Madison County’s Alton gained national attention in November 1837, when a gang of “gentlemen of property and standing,” including Mayor John M. Krum (later Mayor of St. Louis), willingly participated in the murder of Elijah P. Lovejoy, an anti-slavery editor whose press had already been dumped in the Mississippi on two previous occasions. Lovejoy was not a radical abolitionist. He did not, for example, call the Federal Constitution a “covenant with death,” as had abolitionist William Lloyd Garrison. He did not, like at Turner in Virginia, promote revolution among the enslaved people. Nor did he call for equal rights as had Edward Coles. Lovejoy had been a colonizationist and a militant anti-Catholic. But, except for about 60 supporters, all migrants from New England or the East, Lovejoy was seen by whites in the town as a colleague of Turner and Garrison, a threat to social order and the white men’s republic. No one was ever convicted of his murder. As the national debate over slavery grew hotter in the 1840s and 1850s, Lovejoy was often remembered as a martyr to the cause of “free soil, free labor, free men, free speech,” and as an example of the threat to freedom in a republic posed by powerful supporters of slavery.
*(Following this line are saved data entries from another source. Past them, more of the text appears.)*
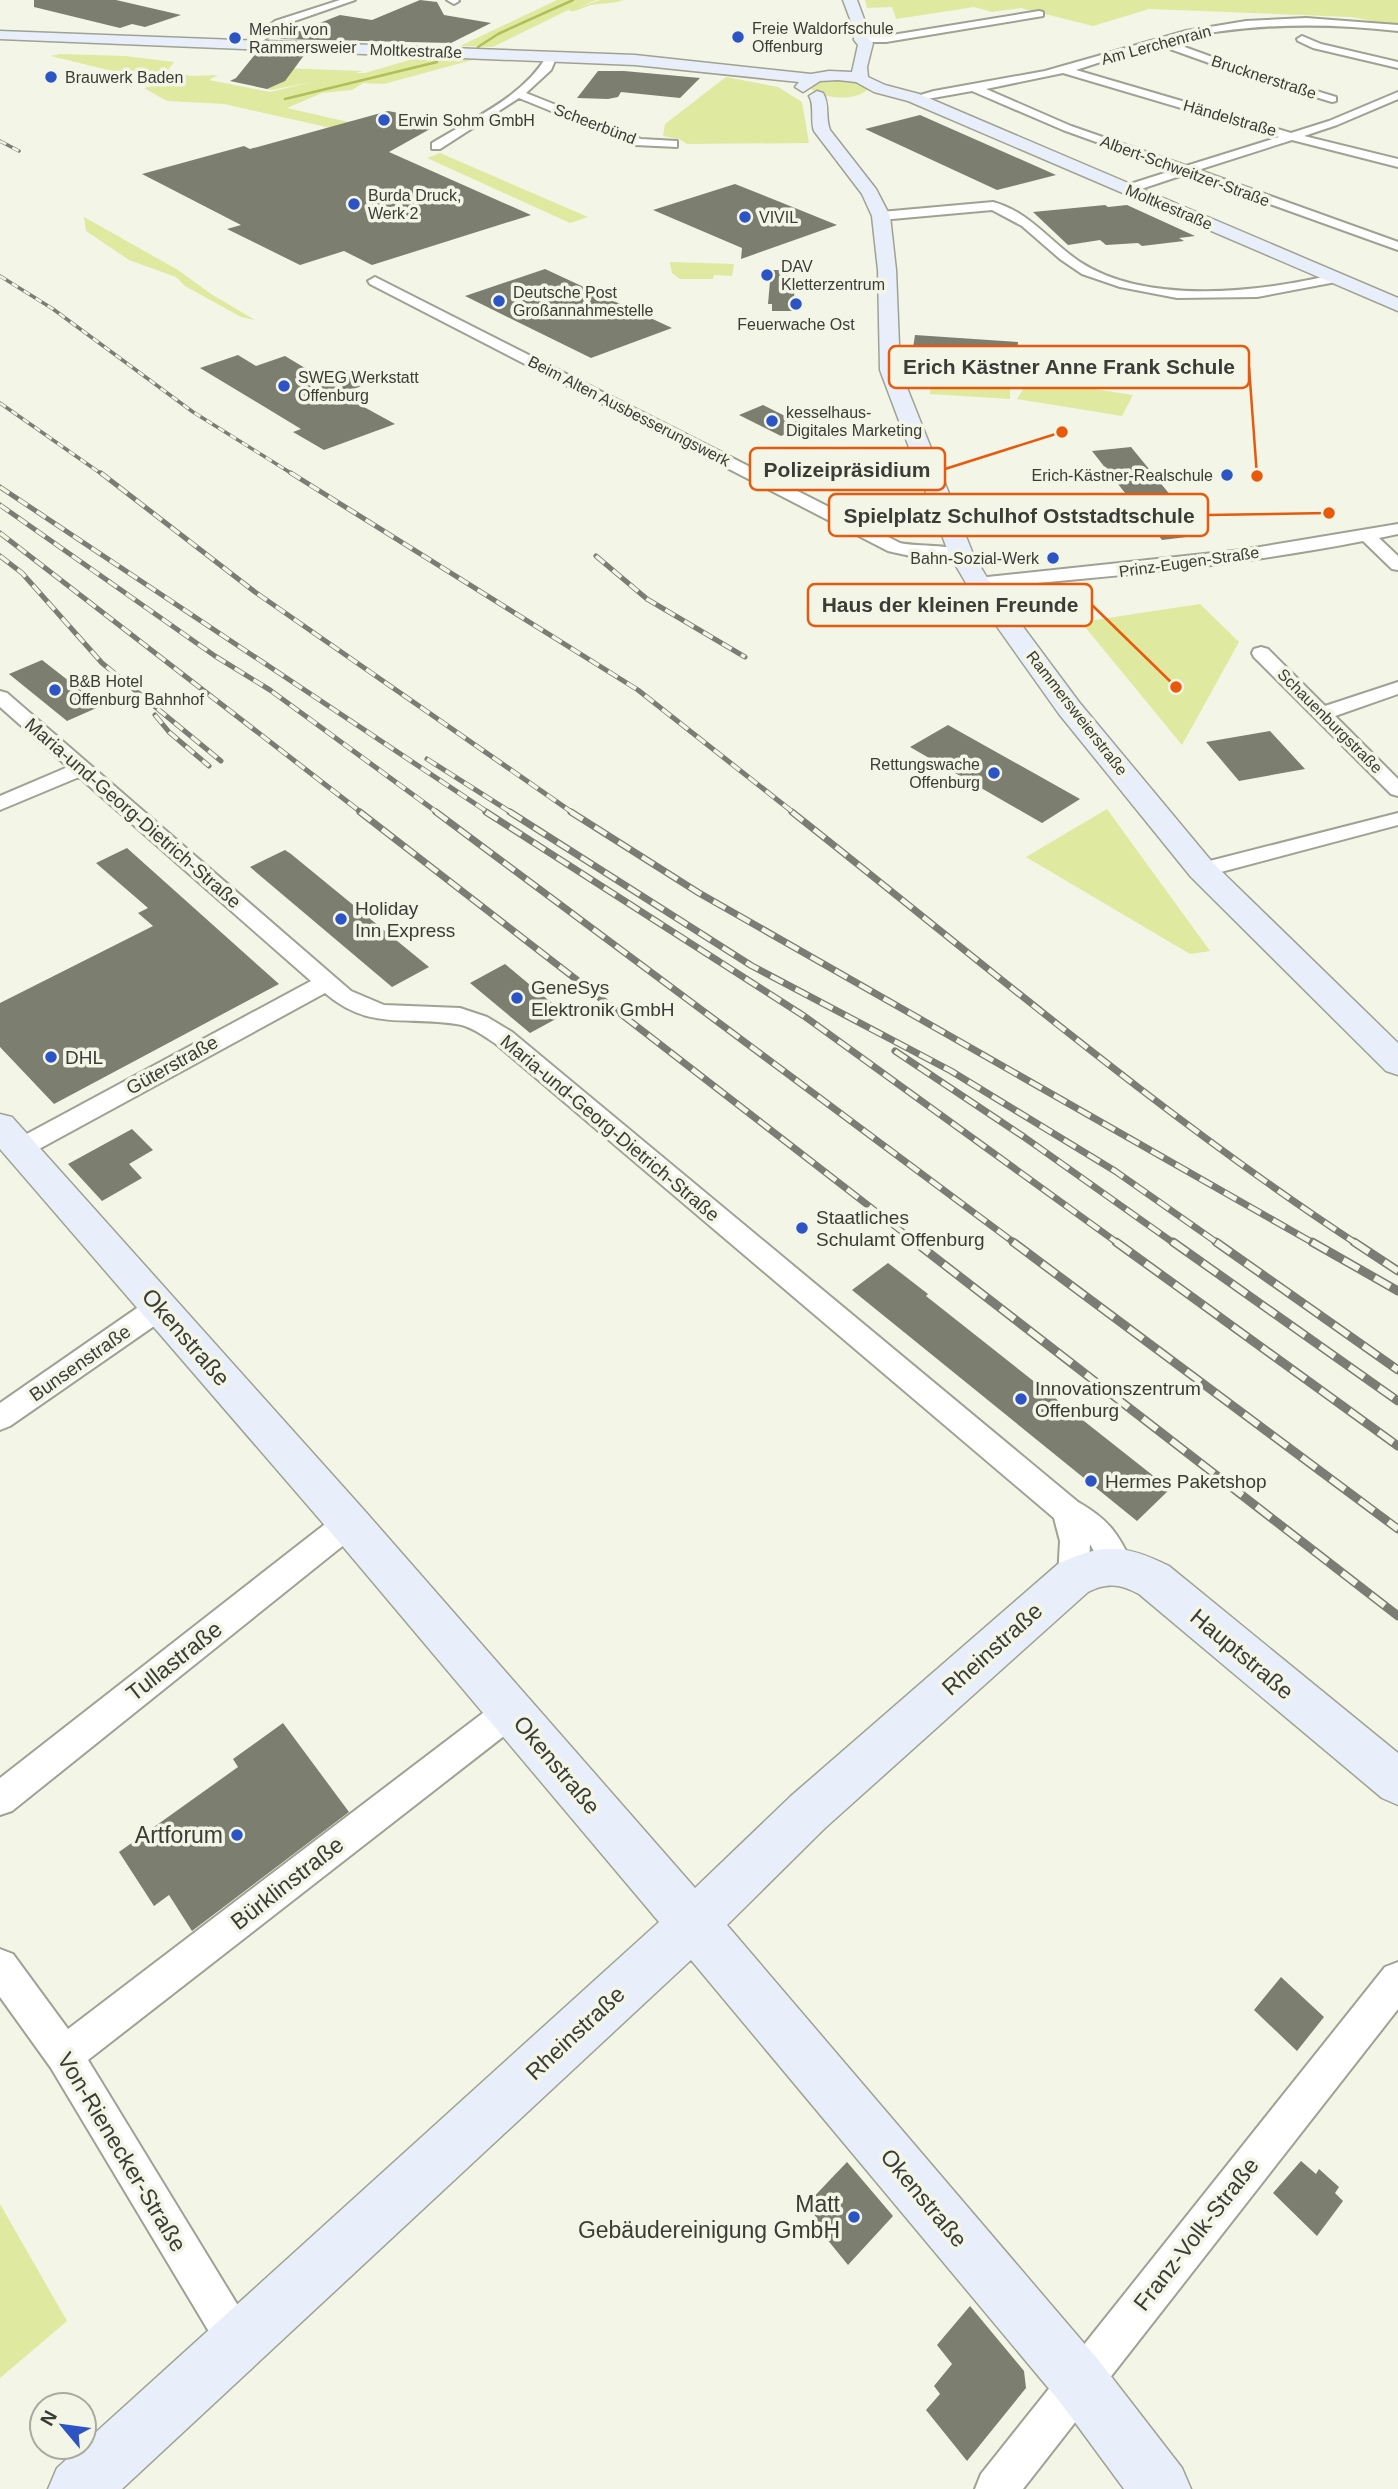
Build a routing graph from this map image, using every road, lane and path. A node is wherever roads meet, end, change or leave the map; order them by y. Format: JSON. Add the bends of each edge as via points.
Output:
{"nodes":[{"id":1,"x":350,"y":0,"type":"edge"},
{"id":2,"x":850,"y":0,"type":"edge"},
{"id":3,"x":1039,"y":14,"type":"dead end"},
{"id":4,"x":1398,"y":28,"type":"edge"},
{"id":5,"x":0,"y":36,"type":"edge"},
{"id":6,"x":1302,"y":39,"type":"dead end"},
{"id":7,"x":861,"y":40,"type":"junction"},
{"id":8,"x":1158,"y":41,"type":"junction"},
{"id":9,"x":250,"y":46,"type":"junction"},
{"id":10,"x":552,"y":56,"type":"junction"},
{"id":11,"x":1398,"y":65,"type":"edge"},
{"id":12,"x":1064,"y":70,"type":"junction"},
{"id":13,"x":831,"y":76,"type":"junction"},
{"id":14,"x":811,"y":87,"type":"junction"},
{"id":15,"x":975,"y":88,"type":"junction"},
{"id":16,"x":862,"y":90,"type":"junction"},
{"id":17,"x":518,"y":94,"type":"junction"},
{"id":18,"x":1398,"y":95,"type":"edge"},
{"id":19,"x":916,"y":98,"type":"junction"},
{"id":20,"x":1332,"y":99,"type":"dead end"},
{"id":21,"x":940,"y":107,"type":"junction"},
{"id":22,"x":1290,"y":136,"type":"junction"},
{"id":23,"x":829,"y":138,"type":"junction"},
{"id":24,"x":439,"y":143,"type":"dead end"},
{"id":25,"x":673,"y":144,"type":"dead end"},
{"id":26,"x":1398,"y":163,"type":"edge"},
{"id":27,"x":1187,"y":172,"type":"junction"},
{"id":28,"x":1128,"y":189,"type":"junction"},
{"id":29,"x":881,"y":215,"type":"junction"},
{"id":30,"x":1398,"y":246,"type":"edge"},
{"id":31,"x":1336,"y":278,"type":"junction"},
{"id":32,"x":375,"y":281,"type":"dead end"},
{"id":33,"x":1398,"y":305,"type":"edge"},
{"id":34,"x":1398,"y":529,"type":"edge"},
{"id":35,"x":1366,"y":536,"type":"junction"},
{"id":36,"x":883,"y":541,"type":"joint"},
{"id":37,"x":959,"y":548,"type":"junction"},
{"id":38,"x":1398,"y":565,"type":"edge"},
{"id":39,"x":978,"y":583,"type":"junction"},
{"id":40,"x":1261,"y":653,"type":"dead end"},
{"id":41,"x":1398,"y":688,"type":"edge"},
{"id":42,"x":0,"y":697,"type":"edge"},
{"id":43,"x":1322,"y":714,"type":"junction"},
{"id":44,"x":82,"y":768,"type":"junction"},
{"id":45,"x":1398,"y":790,"type":"edge"},
{"id":46,"x":0,"y":804,"type":"edge"},
{"id":47,"x":1398,"y":819,"type":"edge"},
{"id":48,"x":1202,"y":870,"type":"junction"},
{"id":49,"x":325,"y":983,"type":"junction"},
{"id":50,"x":1398,"y":1063,"type":"edge"},
{"id":51,"x":10,"y":1137,"type":"edge"},
{"id":52,"x":160,"y":1307,"type":"junction"},
{"id":53,"x":0,"y":1418,"type":"edge"},
{"id":54,"x":1067,"y":1510,"type":"junction"},
{"id":55,"x":349,"y":1523,"type":"junction"},
{"id":56,"x":1118,"y":1565,"type":"junction"},
{"id":57,"x":1073,"y":1578,"type":"junction"},
{"id":58,"x":511,"y":1711,"type":"junction"},
{"id":59,"x":1398,"y":1782,"type":"edge"},
{"id":60,"x":0,"y":1800,"type":"edge"},
{"id":61,"x":693,"y":1924,"type":"junction"},
{"id":62,"x":0,"y":1967,"type":"edge"},
{"id":63,"x":1398,"y":1980,"type":"edge"},
{"id":64,"x":64,"y":2055,"type":"junction"},
{"id":65,"x":237,"y":2341,"type":"junction"},
{"id":66,"x":1092,"y":2398,"type":"junction"},
{"id":67,"x":78,"y":2489,"type":"edge"},
{"id":68,"x":996,"y":2489,"type":"edge"},
{"id":69,"x":1161,"y":2489,"type":"edge"},
{"id":70,"x":1176,"y":2489,"type":"edge"}],
"edges":[{"from":1,"to":9,"type":"street","via":[[278,23]]},
{"from":2,"to":7,"type":"street"},
{"from":3,"to":7,"type":"street"},
{"from":4,"to":8,"type":"street","name":"Am Lerchenrain","via":[[1306,19],[1234,26]]},
{"from":5,"to":9,"type":"street","name":"Moltkestraße"},
{"from":6,"to":11,"type":"street"},
{"from":7,"to":13,"type":"street","via":[[852,60]]},
{"from":7,"to":16,"type":"street","via":[[866,43],[859,67]]},
{"from":8,"to":12,"type":"street","name":"Am Lerchenrain"},
{"from":8,"to":20,"type":"street","name":"Brucknerstraße"},
{"from":9,"to":10,"type":"street","name":"Moltkestraße"},
{"from":10,"to":14,"type":"street","name":"Moltkestraße","via":[[747,72]]},
{"from":10,"to":17,"type":"street","via":[[542,74]]},
{"from":12,"to":15,"type":"street","name":"Am Lerchenrain"},
{"from":12,"to":22,"type":"street","name":"Händelstraße"},
{"from":13,"to":14,"type":"street"},
{"from":13,"to":16,"type":"street"},
{"from":14,"to":23,"type":"street","name":"Rammersweierstraße","via":[[820,101],[822,131]]},
{"from":14,"to":23,"type":"street","name":"Moltkestraße","via":[[836,104]]},
{"from":15,"to":19,"type":"street","name":"Am Lerchenrain"},
{"from":15,"to":27,"type":"street","name":"Albert-Schweitzer-Straße"},
{"from":16,"to":19,"type":"street","name":"Moltkestraße"},
{"from":16,"to":21,"type":"street","name":"Moltkestraße"},
{"from":17,"to":24,"type":"street"},
{"from":17,"to":25,"type":"street","name":"Scheerbünd","via":[[639,142]]},
{"from":18,"to":22,"type":"street"},
{"from":19,"to":21,"type":"street","name":"Moltkestraße"},
{"from":21,"to":28,"type":"street","name":"Moltkestraße"},
{"from":22,"to":26,"type":"street","name":"Händelstraße"},
{"from":22,"to":27,"type":"street"},
{"from":23,"to":29,"type":"street","name":"Rammersweierstraße"},
{"from":27,"to":28,"type":"street"},
{"from":27,"to":30,"type":"street","name":"Albert-Schweitzer-Straße"},
{"from":28,"to":31,"type":"street","name":"Moltkestraße"},
{"from":29,"to":31,"type":"street","via":[[993,206],[1009,210],[1086,271],[1171,293],[1266,293]]},
{"from":29,"to":37,"type":"street","name":"Rammersweierstraße","via":[[890,370]]},
{"from":31,"to":33,"type":"street","name":"Moltkestraße"},
{"from":32,"to":36,"type":"street","name":"Beim Alten Ausbesserungswerk"},
{"from":34,"to":35,"type":"street","name":"Prinz-Eugen-Straße"},
{"from":35,"to":38,"type":"street"},
{"from":35,"to":39,"type":"street","name":"Prinz-Eugen-Straße","via":[[1132,570]]},
{"from":36,"to":37,"type":"street","name":"Beim Alten Ausbesserungswerk","via":[[915,552]]},
{"from":37,"to":39,"type":"street","name":"Rammersweierstraße"},
{"from":39,"to":48,"type":"street","name":"Rammersweierstraße","via":[[1063,700]]},
{"from":40,"to":43,"type":"street","name":"Schauenburgstraße"},
{"from":41,"to":43,"type":"street"},
{"from":42,"to":44,"type":"street","name":"Maria-und-Georg-Dietrich-Straße"},
{"from":43,"to":45,"type":"street","name":"Schauenburgstraße"},
{"from":44,"to":46,"type":"street"},
{"from":44,"to":49,"type":"street","name":"Maria-und-Georg-Dietrich-Straße"},
{"from":47,"to":48,"type":"street"},
{"from":48,"to":50,"type":"street","name":"Rammersweierstraße"},
{"from":49,"to":51,"type":"street","name":"Güterstraße"},
{"from":49,"to":54,"type":"street","name":"Maria-und-Georg-Dietrich-Straße","via":[[381,1013],[460,1016],[503,1038]]},
{"from":51,"to":52,"type":"street","name":"Okenstraße"},
{"from":52,"to":53,"type":"street","name":"Bunsenstraße"},
{"from":52,"to":55,"type":"street","name":"Okenstraße"},
{"from":54,"to":56,"type":"street","name":"Maria-und-Georg-Dietrich-Straße","via":[[1097,1528]]},
{"from":54,"to":57,"type":"street","via":[[1075,1541]]},
{"from":55,"to":58,"type":"street","name":"Okenstraße"},
{"from":55,"to":60,"type":"street","name":"Tullastraße"},
{"from":56,"to":57,"type":"street","via":[[1094,1567]]},
{"from":56,"to":59,"type":"street","name":"Hauptstraße","via":[[1154,1580]]},
{"from":57,"to":61,"type":"street","name":"Rheinstraße","via":[[808,1812]]},
{"from":58,"to":61,"type":"street","name":"Okenstraße"},
{"from":58,"to":64,"type":"street","name":"Bürklinstraße"},
{"from":61,"to":65,"type":"street","name":"Rheinstraße"},
{"from":61,"to":66,"type":"street","name":"Okenstraße"},
{"from":62,"to":64,"type":"street","name":"Von-Rienecker-Straße"},
{"from":63,"to":66,"type":"street","name":"Franz-Volk-Straße"},
{"from":64,"to":65,"type":"street","name":"Von-Rienecker-Straße"},
{"from":65,"to":67,"type":"street","name":"Rheinstraße"},
{"from":66,"to":68,"type":"street","name":"Franz-Volk-Straße"},
{"from":66,"to":69,"type":"street","name":"Okenstraße"},
{"from":66,"to":70,"type":"street","name":"Okenstraße"}]}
V. Reform, immigration and impact of industrialization

By 1837 Alton was the fastest growing place in Illinois. With a population of 2,500, it was already known in the Mississippi Valley as a potential rival to St. Louis and a wholesale forwarding point for Illinois pork, flour, and whiskey to New Orleans. Between 1829 and 1832, 50 businessmen with capital to invest and numerous craftsmen flocked to Alton.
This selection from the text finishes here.